WORK REQUIRED: What is needed is a single figure: how many lines of the records below contain the word "Boulevard".

RAW DATA:

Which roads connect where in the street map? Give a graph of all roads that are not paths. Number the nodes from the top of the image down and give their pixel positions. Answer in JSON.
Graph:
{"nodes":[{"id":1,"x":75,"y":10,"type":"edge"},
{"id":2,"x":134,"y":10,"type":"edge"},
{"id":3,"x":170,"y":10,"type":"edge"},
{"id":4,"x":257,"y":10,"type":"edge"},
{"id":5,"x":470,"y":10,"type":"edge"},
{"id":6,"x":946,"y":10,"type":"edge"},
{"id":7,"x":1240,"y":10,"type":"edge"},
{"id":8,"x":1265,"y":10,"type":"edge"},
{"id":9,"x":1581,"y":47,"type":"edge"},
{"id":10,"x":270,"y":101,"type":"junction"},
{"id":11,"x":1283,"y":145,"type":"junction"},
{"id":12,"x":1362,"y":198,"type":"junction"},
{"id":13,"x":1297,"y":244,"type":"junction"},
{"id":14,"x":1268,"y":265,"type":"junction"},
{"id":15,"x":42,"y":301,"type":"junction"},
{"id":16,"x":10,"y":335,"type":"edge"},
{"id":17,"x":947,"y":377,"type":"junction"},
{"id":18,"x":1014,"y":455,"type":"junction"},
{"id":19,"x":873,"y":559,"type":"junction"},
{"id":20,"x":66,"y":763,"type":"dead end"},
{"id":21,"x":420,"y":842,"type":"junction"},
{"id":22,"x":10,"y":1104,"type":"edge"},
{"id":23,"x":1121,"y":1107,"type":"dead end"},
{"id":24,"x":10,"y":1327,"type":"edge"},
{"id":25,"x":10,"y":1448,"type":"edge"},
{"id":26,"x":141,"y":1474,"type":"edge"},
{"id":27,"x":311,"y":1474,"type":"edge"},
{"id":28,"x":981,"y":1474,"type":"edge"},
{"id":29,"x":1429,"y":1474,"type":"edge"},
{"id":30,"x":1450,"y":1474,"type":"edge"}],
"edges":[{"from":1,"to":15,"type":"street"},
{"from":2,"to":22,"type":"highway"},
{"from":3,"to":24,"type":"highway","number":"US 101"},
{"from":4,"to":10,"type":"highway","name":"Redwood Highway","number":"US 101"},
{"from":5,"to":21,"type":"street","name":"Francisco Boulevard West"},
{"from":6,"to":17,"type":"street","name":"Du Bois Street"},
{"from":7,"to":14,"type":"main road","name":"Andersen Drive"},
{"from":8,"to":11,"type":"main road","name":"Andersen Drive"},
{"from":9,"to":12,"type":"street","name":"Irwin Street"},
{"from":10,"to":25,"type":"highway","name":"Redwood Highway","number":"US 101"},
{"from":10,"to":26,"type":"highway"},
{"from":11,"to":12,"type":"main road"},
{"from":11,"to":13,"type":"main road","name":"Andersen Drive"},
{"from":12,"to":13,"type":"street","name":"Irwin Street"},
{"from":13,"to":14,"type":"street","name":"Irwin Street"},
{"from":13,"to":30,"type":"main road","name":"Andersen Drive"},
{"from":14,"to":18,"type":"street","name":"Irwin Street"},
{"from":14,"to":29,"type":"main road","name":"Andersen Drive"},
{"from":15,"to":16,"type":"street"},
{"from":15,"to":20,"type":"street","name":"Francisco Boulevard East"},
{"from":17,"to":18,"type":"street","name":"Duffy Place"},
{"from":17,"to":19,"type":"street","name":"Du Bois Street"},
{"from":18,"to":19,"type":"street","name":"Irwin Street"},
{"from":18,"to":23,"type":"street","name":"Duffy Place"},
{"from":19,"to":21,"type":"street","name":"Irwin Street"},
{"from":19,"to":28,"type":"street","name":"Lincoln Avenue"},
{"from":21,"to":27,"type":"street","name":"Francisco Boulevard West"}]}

TASK ANSWER: 3